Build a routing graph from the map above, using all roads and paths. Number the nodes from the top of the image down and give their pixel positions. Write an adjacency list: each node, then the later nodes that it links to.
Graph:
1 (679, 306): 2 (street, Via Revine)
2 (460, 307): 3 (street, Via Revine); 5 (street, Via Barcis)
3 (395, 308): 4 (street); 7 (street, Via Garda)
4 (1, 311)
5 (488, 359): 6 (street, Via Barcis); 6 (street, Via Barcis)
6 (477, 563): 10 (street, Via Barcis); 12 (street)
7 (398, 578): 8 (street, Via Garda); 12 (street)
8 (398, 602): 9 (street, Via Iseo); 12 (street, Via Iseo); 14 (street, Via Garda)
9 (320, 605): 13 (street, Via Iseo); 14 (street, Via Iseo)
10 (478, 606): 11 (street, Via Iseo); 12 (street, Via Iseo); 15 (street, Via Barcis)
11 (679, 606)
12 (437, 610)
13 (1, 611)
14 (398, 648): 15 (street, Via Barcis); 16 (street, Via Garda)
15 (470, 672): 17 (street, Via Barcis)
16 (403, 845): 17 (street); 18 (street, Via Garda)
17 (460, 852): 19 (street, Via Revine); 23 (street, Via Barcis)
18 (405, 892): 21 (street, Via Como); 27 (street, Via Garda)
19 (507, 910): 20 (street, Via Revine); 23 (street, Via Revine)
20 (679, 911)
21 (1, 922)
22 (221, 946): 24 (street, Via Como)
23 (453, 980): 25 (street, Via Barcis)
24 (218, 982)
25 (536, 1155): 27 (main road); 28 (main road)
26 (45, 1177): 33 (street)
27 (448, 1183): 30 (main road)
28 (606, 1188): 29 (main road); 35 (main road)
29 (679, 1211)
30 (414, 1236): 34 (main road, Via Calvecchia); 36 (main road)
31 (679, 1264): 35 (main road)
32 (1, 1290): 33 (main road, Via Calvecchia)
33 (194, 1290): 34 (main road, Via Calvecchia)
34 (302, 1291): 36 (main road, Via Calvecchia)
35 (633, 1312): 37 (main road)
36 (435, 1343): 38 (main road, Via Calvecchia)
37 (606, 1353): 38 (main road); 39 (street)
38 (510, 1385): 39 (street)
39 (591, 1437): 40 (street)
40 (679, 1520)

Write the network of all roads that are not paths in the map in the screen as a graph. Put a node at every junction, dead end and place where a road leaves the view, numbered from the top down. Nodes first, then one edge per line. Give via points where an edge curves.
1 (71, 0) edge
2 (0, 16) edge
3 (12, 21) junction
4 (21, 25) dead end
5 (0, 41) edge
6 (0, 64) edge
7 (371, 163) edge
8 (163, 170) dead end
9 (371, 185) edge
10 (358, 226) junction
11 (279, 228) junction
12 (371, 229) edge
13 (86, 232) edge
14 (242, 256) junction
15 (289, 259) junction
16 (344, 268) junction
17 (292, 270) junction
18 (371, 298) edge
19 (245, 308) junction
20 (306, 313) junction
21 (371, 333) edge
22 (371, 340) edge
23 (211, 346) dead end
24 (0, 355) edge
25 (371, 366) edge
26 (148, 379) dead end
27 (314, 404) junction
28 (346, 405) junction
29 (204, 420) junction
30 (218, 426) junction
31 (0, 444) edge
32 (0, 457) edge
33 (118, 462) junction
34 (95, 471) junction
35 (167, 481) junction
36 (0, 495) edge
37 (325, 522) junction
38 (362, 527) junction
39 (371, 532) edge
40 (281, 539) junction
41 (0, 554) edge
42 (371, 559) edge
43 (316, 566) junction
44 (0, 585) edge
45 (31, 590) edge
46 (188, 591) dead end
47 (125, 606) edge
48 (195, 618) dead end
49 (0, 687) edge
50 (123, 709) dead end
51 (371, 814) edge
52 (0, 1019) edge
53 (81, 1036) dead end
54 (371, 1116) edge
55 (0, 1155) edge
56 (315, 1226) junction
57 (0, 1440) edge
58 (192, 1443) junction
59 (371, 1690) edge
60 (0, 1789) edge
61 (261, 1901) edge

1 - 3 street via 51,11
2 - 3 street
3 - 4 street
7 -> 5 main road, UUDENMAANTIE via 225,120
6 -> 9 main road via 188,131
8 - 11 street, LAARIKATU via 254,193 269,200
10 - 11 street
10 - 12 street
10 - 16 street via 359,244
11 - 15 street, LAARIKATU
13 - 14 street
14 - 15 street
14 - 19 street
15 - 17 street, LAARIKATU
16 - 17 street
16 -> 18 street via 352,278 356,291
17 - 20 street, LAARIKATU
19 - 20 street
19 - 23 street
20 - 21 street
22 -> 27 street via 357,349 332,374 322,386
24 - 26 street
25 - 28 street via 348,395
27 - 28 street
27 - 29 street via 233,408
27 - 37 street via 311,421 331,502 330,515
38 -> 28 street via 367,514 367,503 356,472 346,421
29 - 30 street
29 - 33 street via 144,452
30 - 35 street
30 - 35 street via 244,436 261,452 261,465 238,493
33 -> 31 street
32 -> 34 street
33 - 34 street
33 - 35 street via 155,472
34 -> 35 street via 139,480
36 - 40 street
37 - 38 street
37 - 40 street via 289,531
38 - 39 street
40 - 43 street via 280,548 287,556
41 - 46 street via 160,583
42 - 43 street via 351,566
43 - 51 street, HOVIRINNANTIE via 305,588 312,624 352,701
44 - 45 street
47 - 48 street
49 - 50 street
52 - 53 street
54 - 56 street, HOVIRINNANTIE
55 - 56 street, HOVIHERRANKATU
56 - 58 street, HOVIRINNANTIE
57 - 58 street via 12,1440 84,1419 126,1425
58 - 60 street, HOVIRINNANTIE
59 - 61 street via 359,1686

**WORK INSTRUCTIONS:** Which lines of the data include the string "Iseo"? Copy each of them.

**ANSWER TO THIS EXERCISE:**
8 (398, 602): 9 (street, Via Iseo); 12 (street, Via Iseo); 14 (street, Via Garda)
9 (320, 605): 13 (street, Via Iseo); 14 (street, Via Iseo)
10 (478, 606): 11 (street, Via Iseo); 12 (street, Via Iseo); 15 (street, Via Barcis)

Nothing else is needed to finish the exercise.